4276 Clifford

Discovery
- Discovered by: E. Bowell
- Discovery site: Lowell Obs.
- Discovery date: 2 December 1981

Designations
- Named after: Clifford Cunningham (Canadian astronomer)
- Alternative designations: 1981 XA
- Minor planet category: Mars-crosser · main belt

Orbital characteristics
- Epoch 4 September 2017 (JD 2458000.5)
- Uncertainty parameter 0
- Observation arc: 35.67 yr (13,027 days)
- Aphelion: 2.4195 AU
- Perihelion: 1.5994 AU
- Semi-major axis: 2.0095 AU
- Eccentricity: 0.2041
- Orbital period (sidereal): 2.85 yr (1,040 days)
- Mean anomaly: 186.63°
- Mean motion: 0° 20^{m} 45.6^{s} / day
- Inclination: 21.033°
- Longitude of ascending node: 76.881°
- Argument of perihelion: 3.5494°

Physical characteristics
- Dimensions: 4.441±1.128 km
- Geometric albedo: 0.142±0.107
- Spectral type: SMASS = Cb
- Absolute magnitude (H): 14.6

= 4276 Clifford =

Asteroid

4276 Clifford, provisional designation is an asteroid and sizable Mars-crosser from the innermost region of the asteroid belt, approximately 4.4 kilometers in diameter. It was discovered on 2 December 1981, by American astronomers Edward Bowell at Lowell Observatory in Flagstaff, United States. The asteroid was named in honor of astronomer and writer Clifford Cunningham.

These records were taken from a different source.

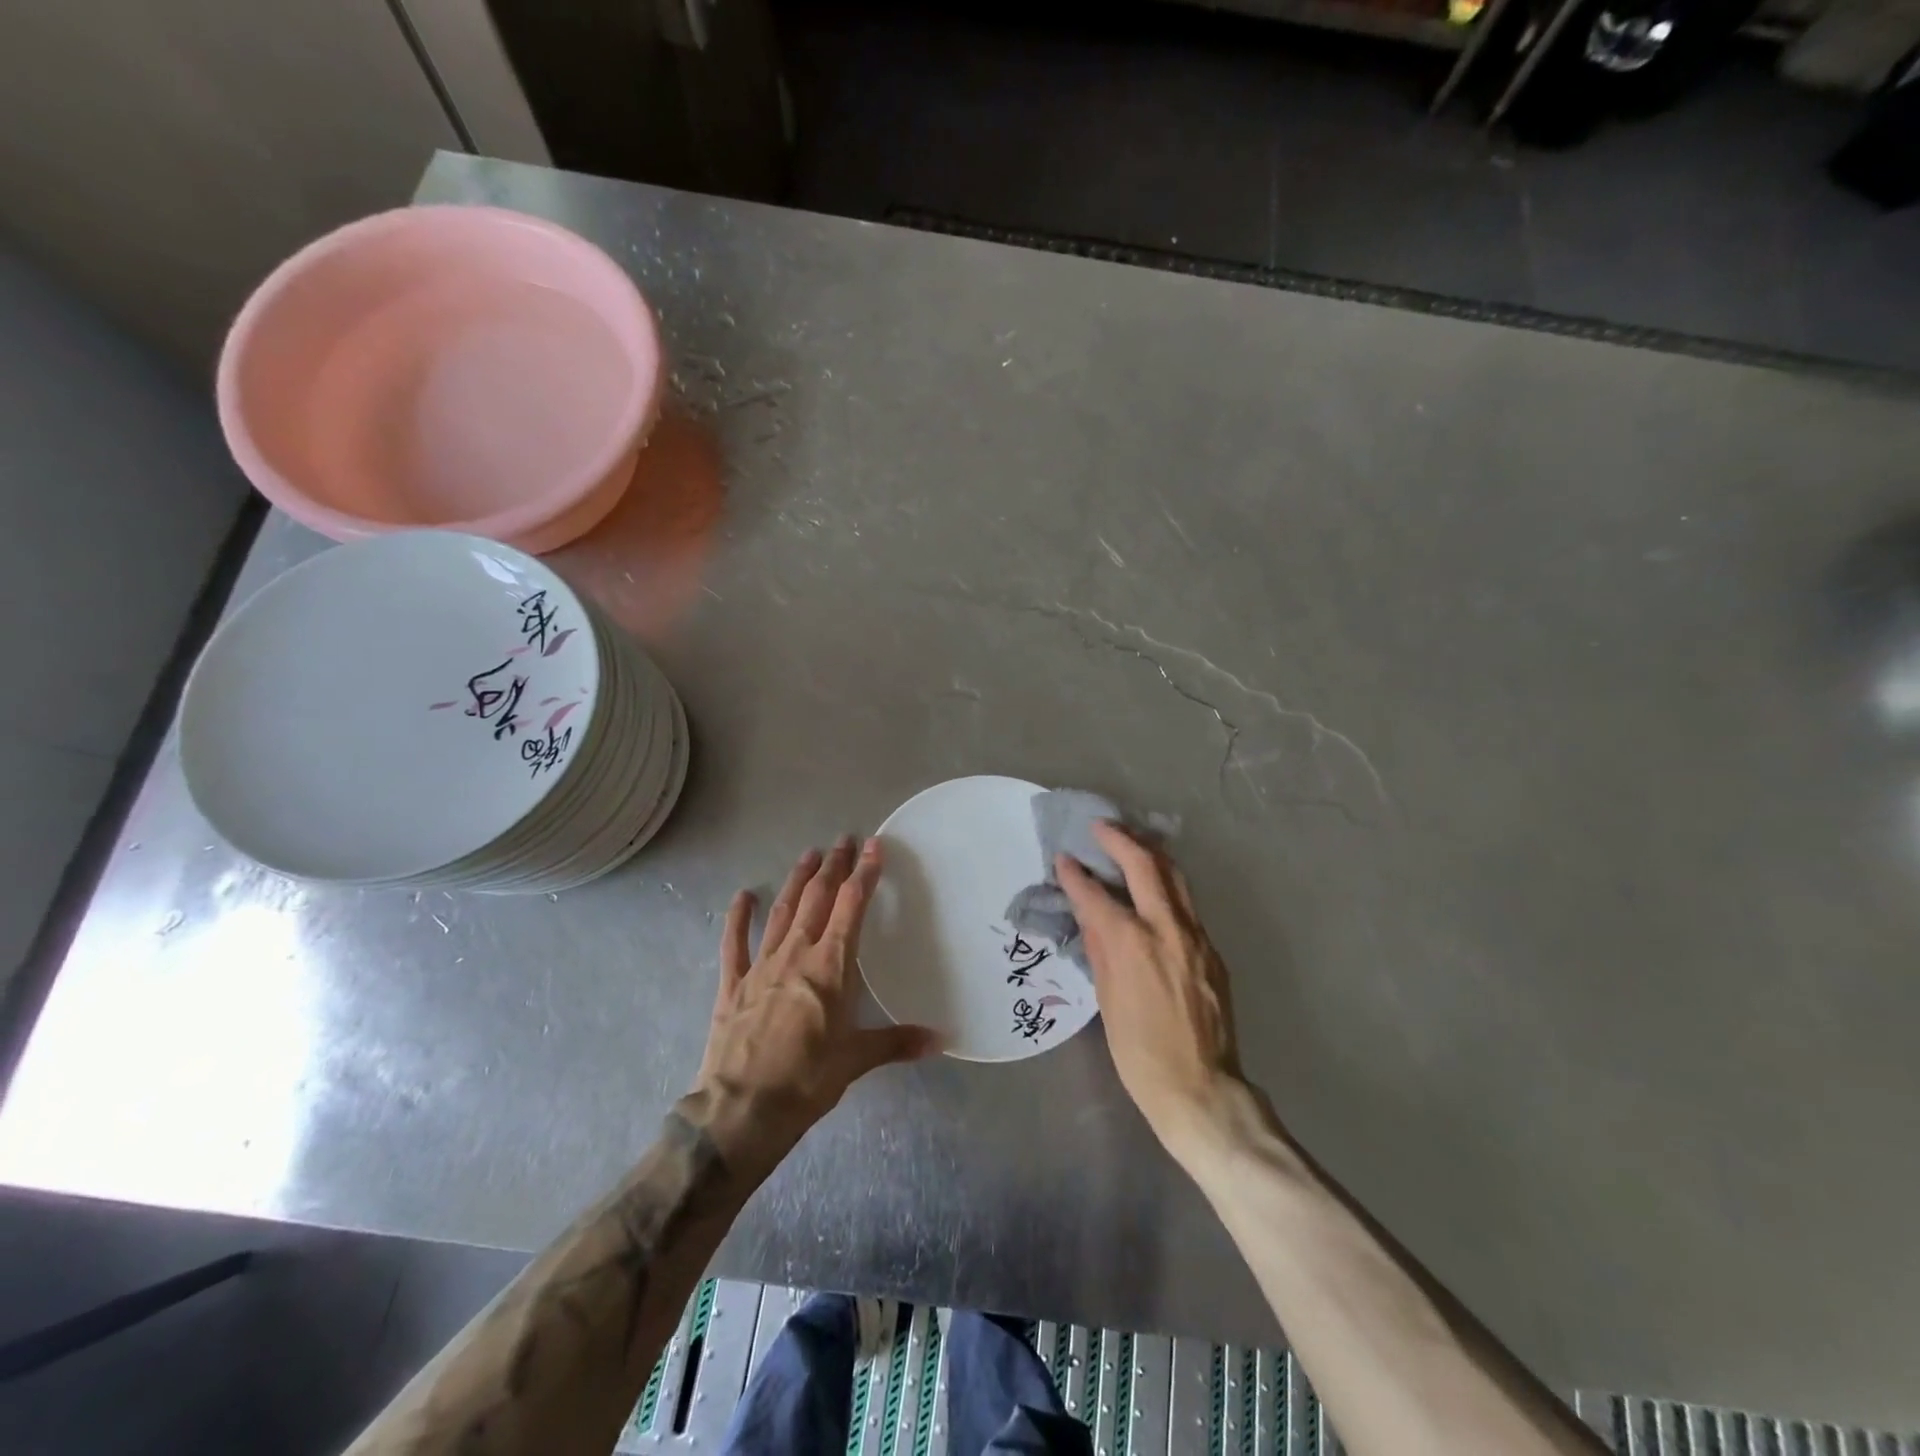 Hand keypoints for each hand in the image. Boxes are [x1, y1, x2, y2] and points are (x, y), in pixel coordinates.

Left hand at [688, 837, 939, 1178]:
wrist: (741, 1110)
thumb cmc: (806, 1081)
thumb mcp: (857, 1060)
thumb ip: (897, 1043)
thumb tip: (941, 1040)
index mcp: (830, 966)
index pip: (852, 907)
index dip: (864, 874)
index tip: (873, 846)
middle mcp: (797, 954)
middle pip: (817, 898)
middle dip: (833, 866)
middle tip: (843, 840)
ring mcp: (761, 966)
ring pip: (783, 911)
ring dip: (797, 881)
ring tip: (809, 854)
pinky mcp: (733, 984)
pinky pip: (735, 943)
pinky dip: (739, 917)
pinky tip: (744, 895)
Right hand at [1056, 823, 1243, 1158]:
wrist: (1200, 1088)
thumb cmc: (1139, 1052)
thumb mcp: (1107, 1000)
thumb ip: (1100, 950)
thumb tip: (1092, 917)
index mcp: (1132, 943)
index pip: (1097, 895)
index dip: (1076, 875)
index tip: (1064, 858)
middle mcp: (1167, 928)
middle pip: (1146, 866)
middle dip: (1120, 840)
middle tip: (1101, 827)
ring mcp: (1196, 937)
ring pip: (1176, 878)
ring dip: (1151, 854)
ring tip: (1131, 843)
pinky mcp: (1212, 951)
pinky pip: (1187, 905)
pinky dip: (1167, 886)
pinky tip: (1155, 891) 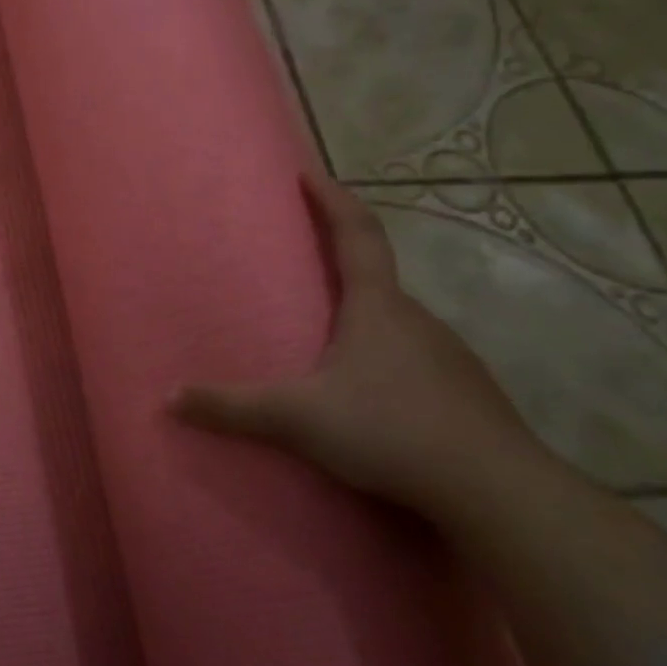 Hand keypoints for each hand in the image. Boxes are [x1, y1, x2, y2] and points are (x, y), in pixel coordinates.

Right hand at [170, 175, 542, 516]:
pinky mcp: (463, 392)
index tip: (308, 174)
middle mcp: (416, 318)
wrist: (498, 491)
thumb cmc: (391, 430)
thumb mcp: (298, 419)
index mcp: (376, 306)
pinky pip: (413, 356)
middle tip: (302, 258)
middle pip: (376, 274)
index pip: (356, 233)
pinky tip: (368, 389)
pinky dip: (384, 354)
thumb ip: (233, 408)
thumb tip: (168, 399)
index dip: (332, 199)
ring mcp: (447, 354)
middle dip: (341, 258)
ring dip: (362, 312)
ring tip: (326, 330)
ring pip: (395, 320)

== Orbit and classification ==

Clifford is a member of the group of main-belt asteroids known as Mars-crosser asteroids, specifically, it is listed as an Outer-grazer. It orbits the Sun at a distance of 1.6–2.4 AU once every 2 years and 10 months (1,040 days). Its orbit has an eccentricity of 0.20 and an inclination of 21° with respect to the ecliptic.

== Physical characteristics ==

In the SMASS classification, Clifford is a Cb-type, which transitions from the carbonaceous C-type asteroids to the rare B-type asteroids.

According to the survey carried out by NASA's Wide-field Infrared Survey Explorer with its subsequent NEOWISE mission, Clifford measures 4.441 kilometers in diameter and its surface has an albedo of 0.142. As of 2017, no rotational lightcurve has been obtained of Clifford. Its rotation period and shape remain unknown.

== Naming ==

This minor planet was named after Canadian astronomer and author Clifford Cunningham, who is best known for his 1988 published book Introduction to Asteroids and 5-volume history of asteroid studies published by Springer in 2016 and 2017. He received his Ph.D. in the history of astronomy in 2015. His astronomical work includes astrometry and photometry of minor planets. The approved naming citation was published by the Minor Planet Center on 10 April 1990 (M.P.C. 16248).